What the exercise asks
Search the records for "nodes". Report every line where it occurs.

Exercise material
.....
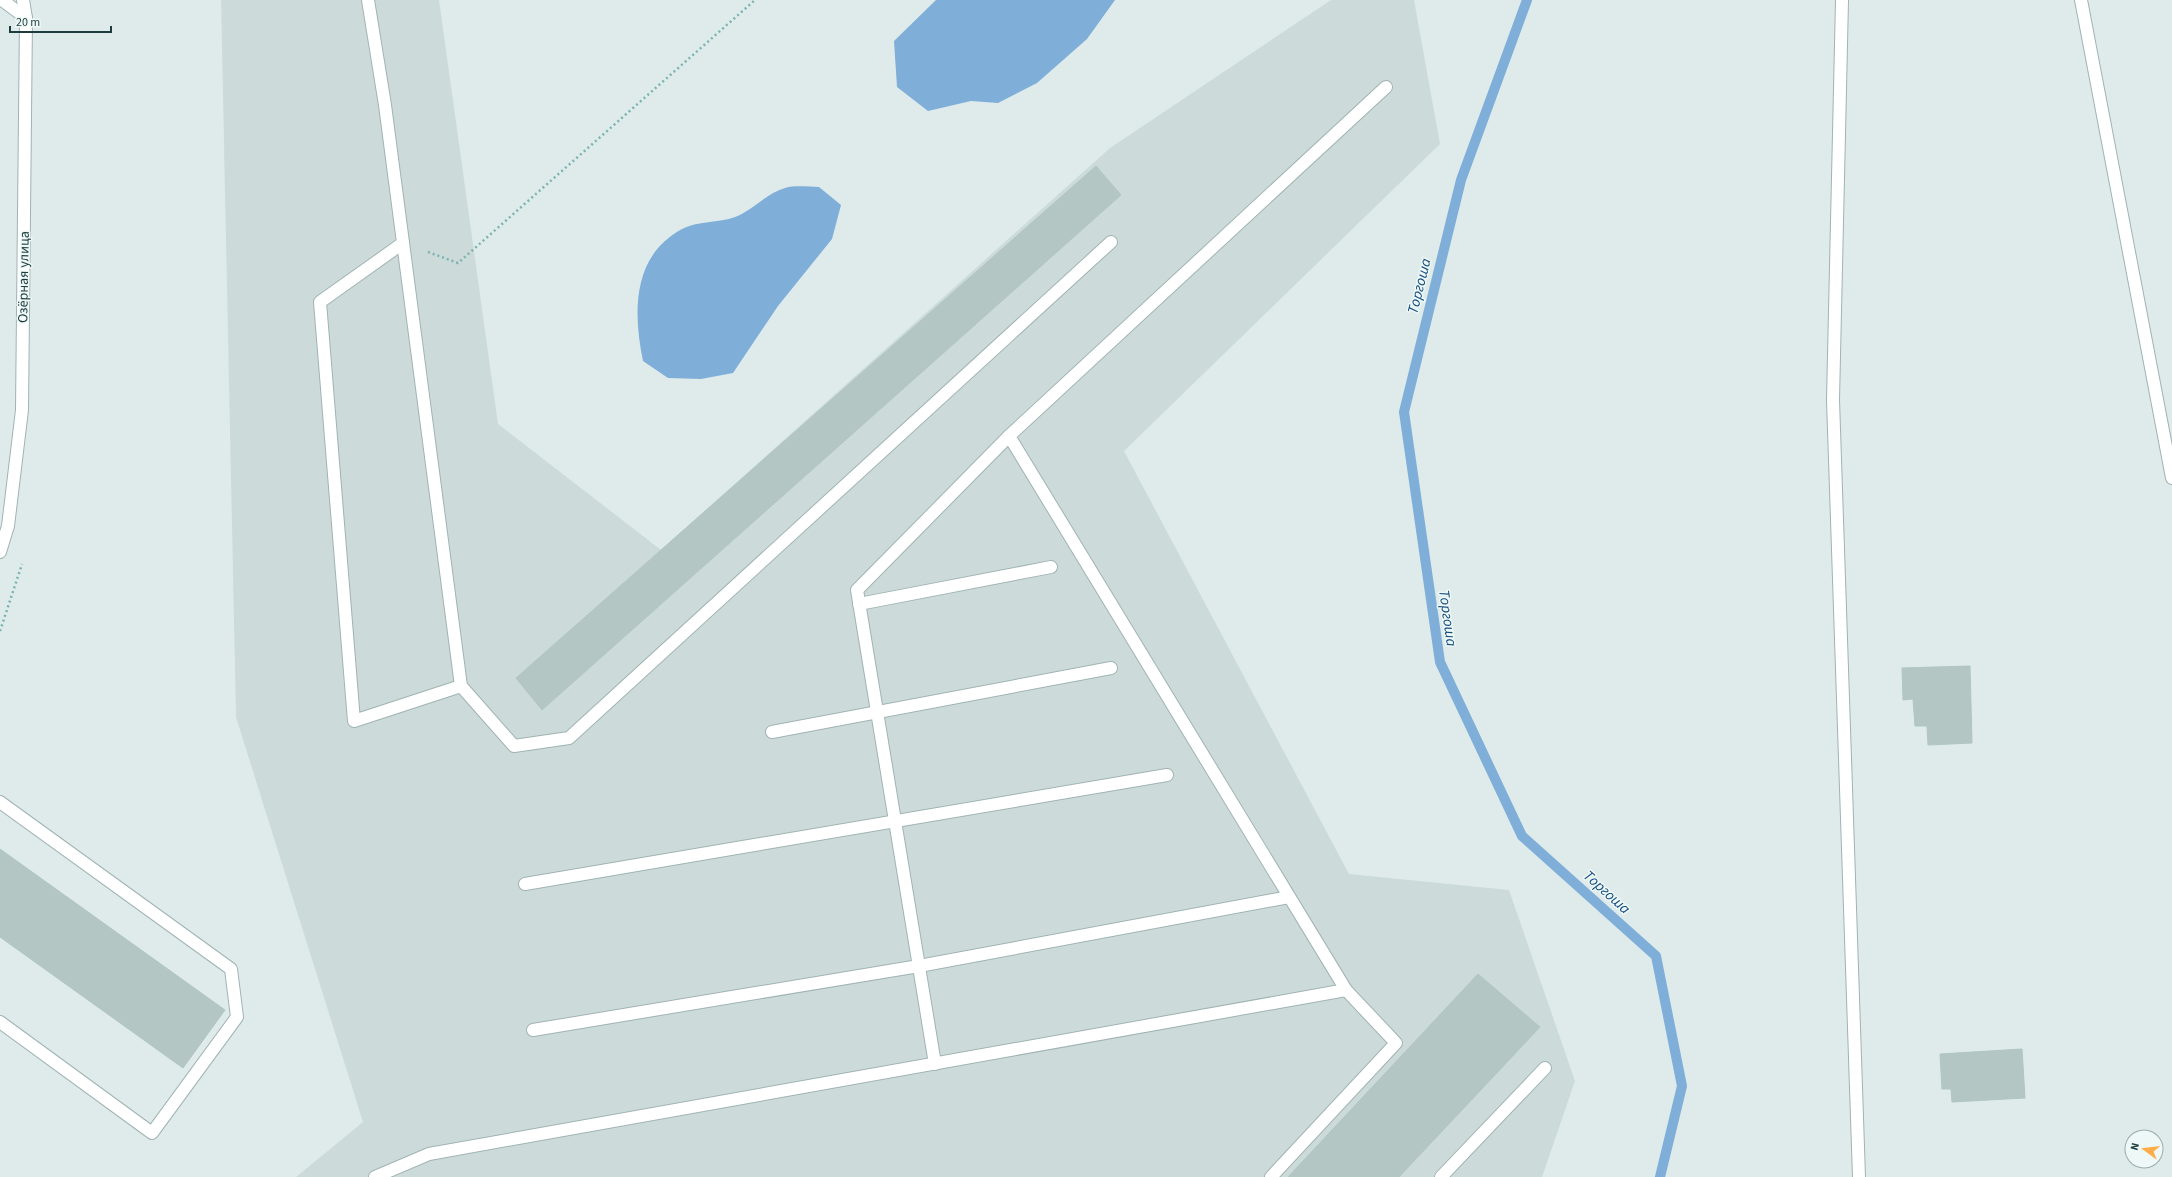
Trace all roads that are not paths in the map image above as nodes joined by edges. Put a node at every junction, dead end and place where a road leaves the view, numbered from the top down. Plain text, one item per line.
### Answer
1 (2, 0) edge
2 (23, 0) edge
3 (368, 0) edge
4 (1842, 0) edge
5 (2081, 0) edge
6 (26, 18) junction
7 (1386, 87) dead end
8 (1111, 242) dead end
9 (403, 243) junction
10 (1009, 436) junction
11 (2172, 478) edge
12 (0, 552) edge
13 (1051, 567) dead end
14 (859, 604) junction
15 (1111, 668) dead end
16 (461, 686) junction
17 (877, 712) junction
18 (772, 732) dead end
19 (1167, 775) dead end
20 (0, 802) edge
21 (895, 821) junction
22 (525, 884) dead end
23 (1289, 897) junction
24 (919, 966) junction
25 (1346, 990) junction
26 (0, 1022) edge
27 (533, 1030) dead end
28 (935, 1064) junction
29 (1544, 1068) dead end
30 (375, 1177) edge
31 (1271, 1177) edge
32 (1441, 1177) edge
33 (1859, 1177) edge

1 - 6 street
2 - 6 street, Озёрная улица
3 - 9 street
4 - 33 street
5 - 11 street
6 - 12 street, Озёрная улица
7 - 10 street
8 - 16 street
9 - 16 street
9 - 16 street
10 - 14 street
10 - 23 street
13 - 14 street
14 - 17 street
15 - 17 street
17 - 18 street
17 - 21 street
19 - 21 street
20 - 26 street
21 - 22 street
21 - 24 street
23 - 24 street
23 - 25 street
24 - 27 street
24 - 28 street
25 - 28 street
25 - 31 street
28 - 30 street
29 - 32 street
.....
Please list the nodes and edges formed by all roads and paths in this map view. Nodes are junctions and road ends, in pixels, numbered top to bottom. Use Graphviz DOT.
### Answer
.....
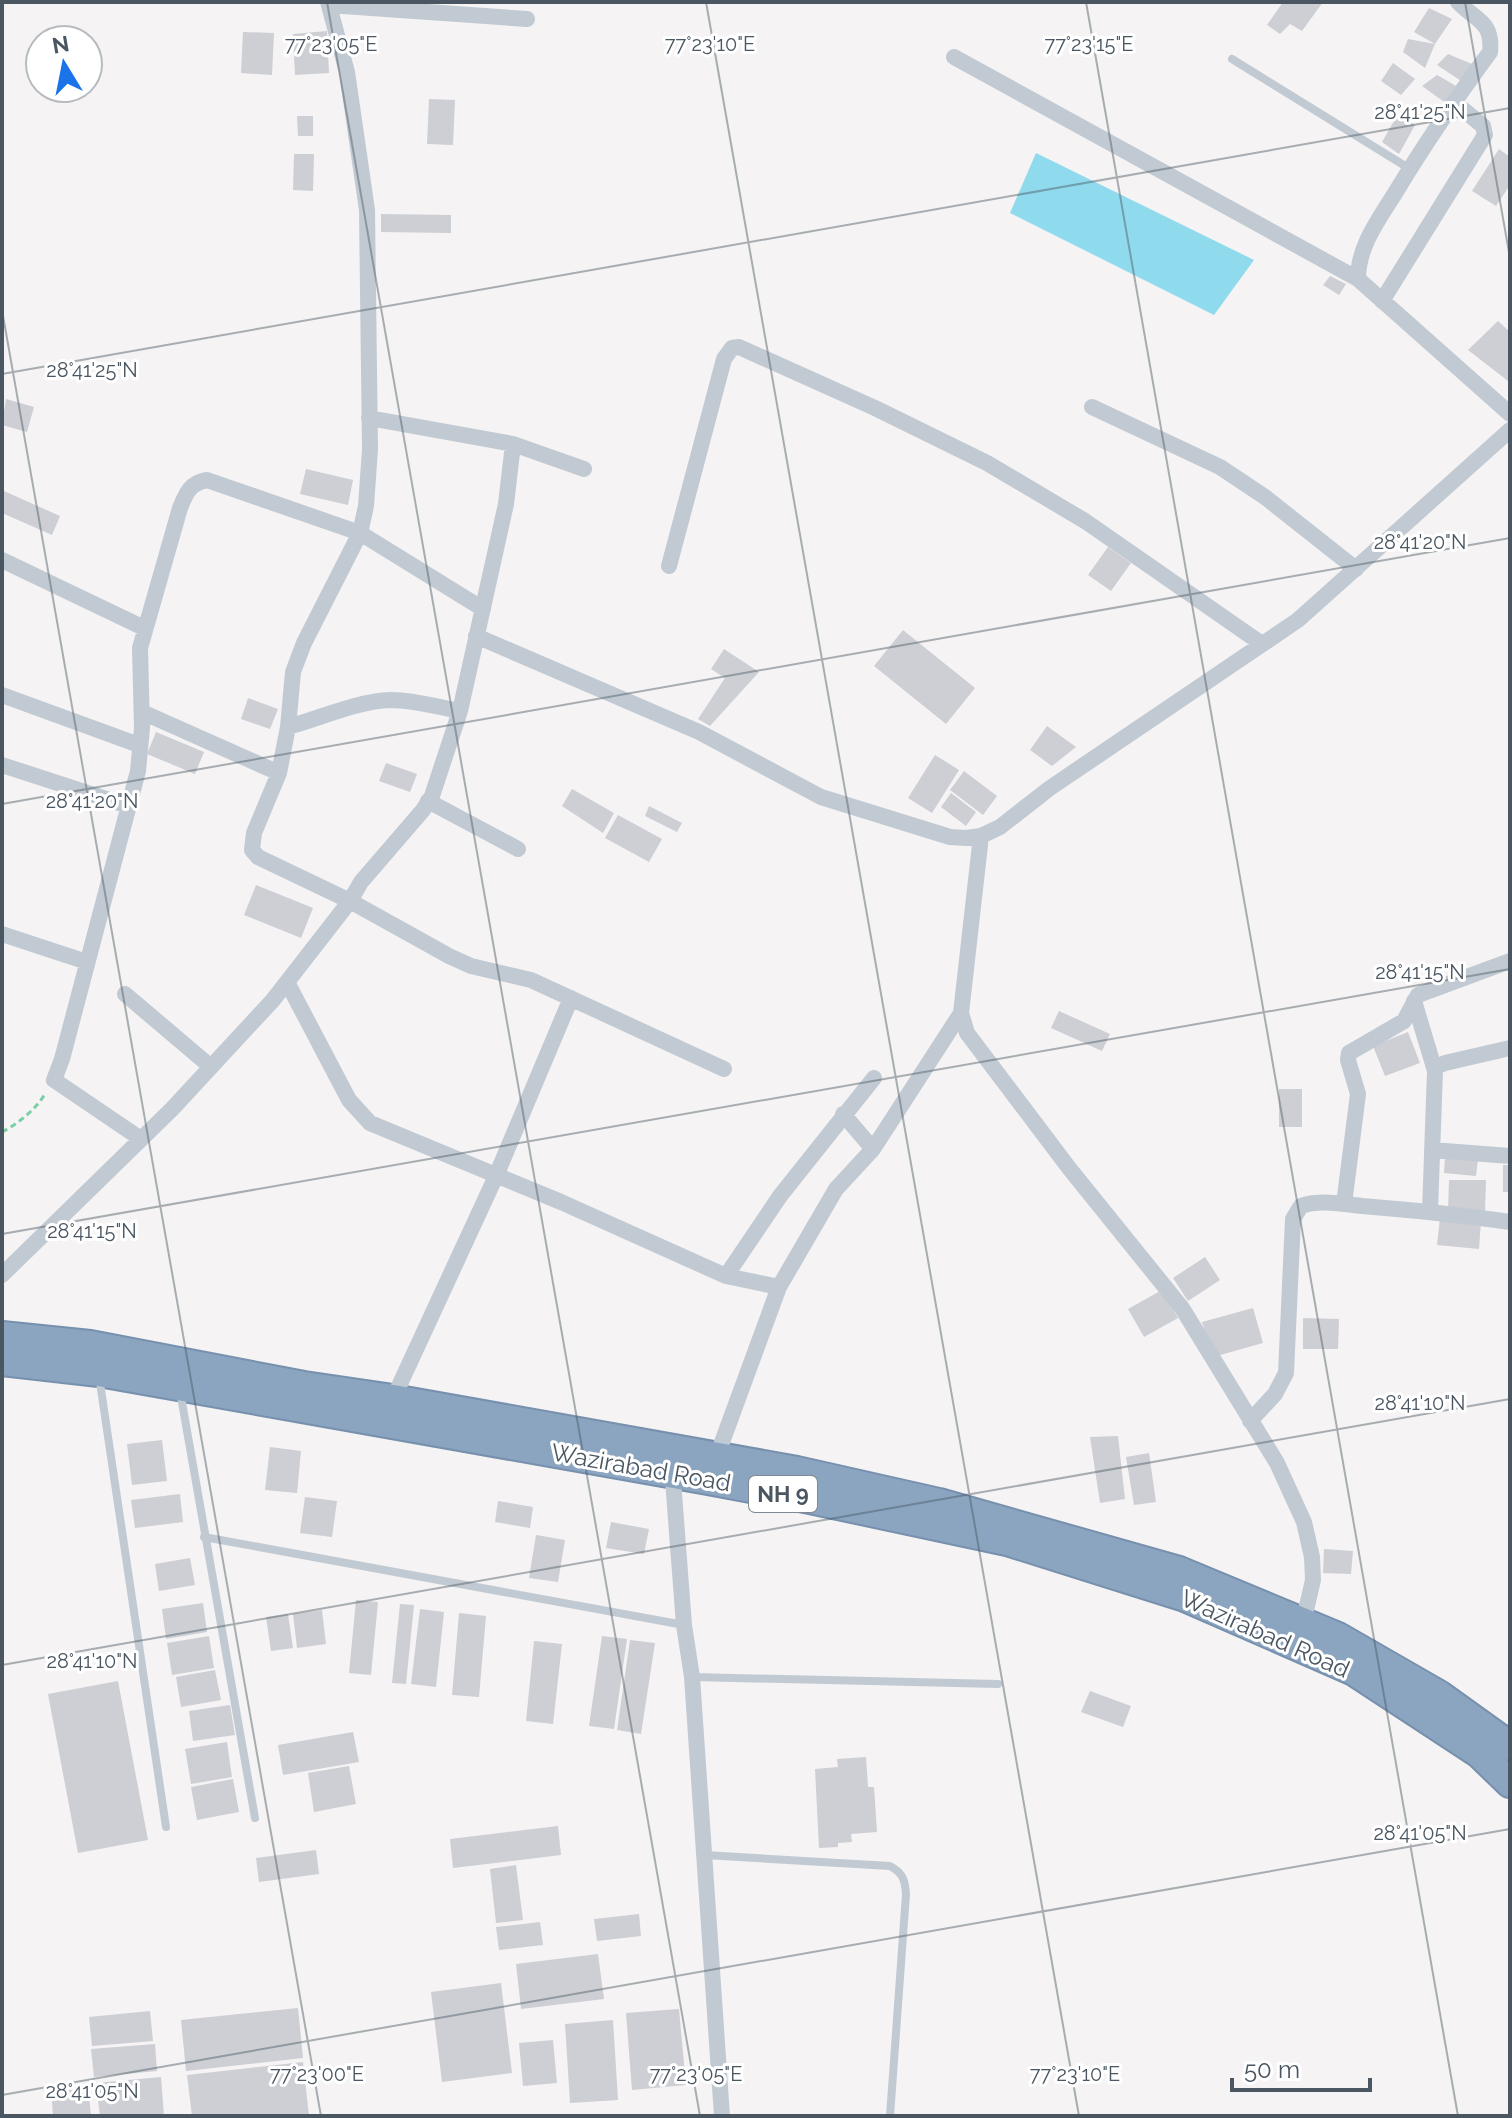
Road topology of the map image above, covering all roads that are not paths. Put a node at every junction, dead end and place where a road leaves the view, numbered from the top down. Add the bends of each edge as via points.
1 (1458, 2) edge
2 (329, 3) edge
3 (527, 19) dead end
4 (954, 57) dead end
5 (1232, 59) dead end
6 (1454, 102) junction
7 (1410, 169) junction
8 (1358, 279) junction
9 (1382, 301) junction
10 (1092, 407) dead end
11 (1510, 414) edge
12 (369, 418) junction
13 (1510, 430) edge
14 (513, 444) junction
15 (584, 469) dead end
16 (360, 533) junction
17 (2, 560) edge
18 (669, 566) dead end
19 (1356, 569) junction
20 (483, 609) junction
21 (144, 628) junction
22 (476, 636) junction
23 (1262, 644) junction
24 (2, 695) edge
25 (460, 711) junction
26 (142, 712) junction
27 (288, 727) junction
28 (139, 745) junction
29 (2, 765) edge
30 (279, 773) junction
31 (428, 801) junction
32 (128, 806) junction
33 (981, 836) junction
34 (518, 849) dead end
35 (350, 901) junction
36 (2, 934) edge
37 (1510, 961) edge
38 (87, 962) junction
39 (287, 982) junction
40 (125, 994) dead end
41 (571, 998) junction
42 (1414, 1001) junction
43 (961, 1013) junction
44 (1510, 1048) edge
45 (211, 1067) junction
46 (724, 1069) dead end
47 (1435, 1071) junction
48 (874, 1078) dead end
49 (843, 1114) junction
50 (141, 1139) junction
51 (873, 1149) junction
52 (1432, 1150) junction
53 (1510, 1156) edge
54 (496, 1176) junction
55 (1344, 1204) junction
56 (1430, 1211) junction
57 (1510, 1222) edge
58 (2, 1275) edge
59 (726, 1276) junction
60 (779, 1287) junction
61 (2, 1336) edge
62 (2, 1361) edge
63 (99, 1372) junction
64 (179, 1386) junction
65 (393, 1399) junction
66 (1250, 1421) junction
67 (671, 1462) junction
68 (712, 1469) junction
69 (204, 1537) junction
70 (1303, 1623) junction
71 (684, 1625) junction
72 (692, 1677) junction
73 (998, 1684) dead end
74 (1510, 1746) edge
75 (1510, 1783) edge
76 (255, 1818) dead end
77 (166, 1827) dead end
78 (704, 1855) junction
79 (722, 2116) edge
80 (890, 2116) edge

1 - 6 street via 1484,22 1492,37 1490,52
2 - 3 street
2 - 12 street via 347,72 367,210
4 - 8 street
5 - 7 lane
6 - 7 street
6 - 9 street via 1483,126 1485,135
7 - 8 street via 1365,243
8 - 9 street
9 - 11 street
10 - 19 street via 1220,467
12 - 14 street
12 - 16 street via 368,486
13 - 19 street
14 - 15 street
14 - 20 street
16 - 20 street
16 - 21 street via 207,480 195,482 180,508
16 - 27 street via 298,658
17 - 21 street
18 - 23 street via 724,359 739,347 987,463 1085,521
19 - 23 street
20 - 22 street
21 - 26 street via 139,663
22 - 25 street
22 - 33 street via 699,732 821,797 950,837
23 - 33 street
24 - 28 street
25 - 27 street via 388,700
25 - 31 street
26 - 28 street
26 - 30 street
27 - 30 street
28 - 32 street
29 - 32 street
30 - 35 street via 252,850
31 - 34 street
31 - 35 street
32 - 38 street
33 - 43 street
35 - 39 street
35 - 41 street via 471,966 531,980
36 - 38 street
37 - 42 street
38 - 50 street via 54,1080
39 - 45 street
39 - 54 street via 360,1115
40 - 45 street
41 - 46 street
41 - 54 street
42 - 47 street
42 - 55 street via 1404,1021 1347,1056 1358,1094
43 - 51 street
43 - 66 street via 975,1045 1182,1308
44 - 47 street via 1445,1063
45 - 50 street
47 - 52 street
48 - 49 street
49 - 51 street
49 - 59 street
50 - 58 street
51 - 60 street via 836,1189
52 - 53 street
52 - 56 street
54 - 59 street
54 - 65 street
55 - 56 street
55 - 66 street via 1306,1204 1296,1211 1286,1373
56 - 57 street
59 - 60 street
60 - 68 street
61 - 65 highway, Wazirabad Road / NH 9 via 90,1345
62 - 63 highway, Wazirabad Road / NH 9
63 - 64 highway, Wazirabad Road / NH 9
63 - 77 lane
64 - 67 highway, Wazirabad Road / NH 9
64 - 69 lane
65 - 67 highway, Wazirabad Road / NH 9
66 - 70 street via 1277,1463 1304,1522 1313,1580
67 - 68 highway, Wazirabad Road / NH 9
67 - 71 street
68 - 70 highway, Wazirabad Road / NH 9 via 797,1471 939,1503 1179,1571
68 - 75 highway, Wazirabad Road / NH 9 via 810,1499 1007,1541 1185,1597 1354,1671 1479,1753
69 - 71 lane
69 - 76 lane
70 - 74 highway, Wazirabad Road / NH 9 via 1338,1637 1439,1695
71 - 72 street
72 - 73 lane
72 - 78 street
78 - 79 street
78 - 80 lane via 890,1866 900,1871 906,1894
.....
The answer
Trace all roads that are not paths in the map image above as nodes joined by edges. Put a node at every junction, dead end and place where a road leaves the view, numbered from the top down. Plain text, one item per line.
Please list the nodes and edges formed by all roads and paths in this map view. Nodes are junctions and road ends, in pixels, numbered top to bottom. Use Graphviz DOT.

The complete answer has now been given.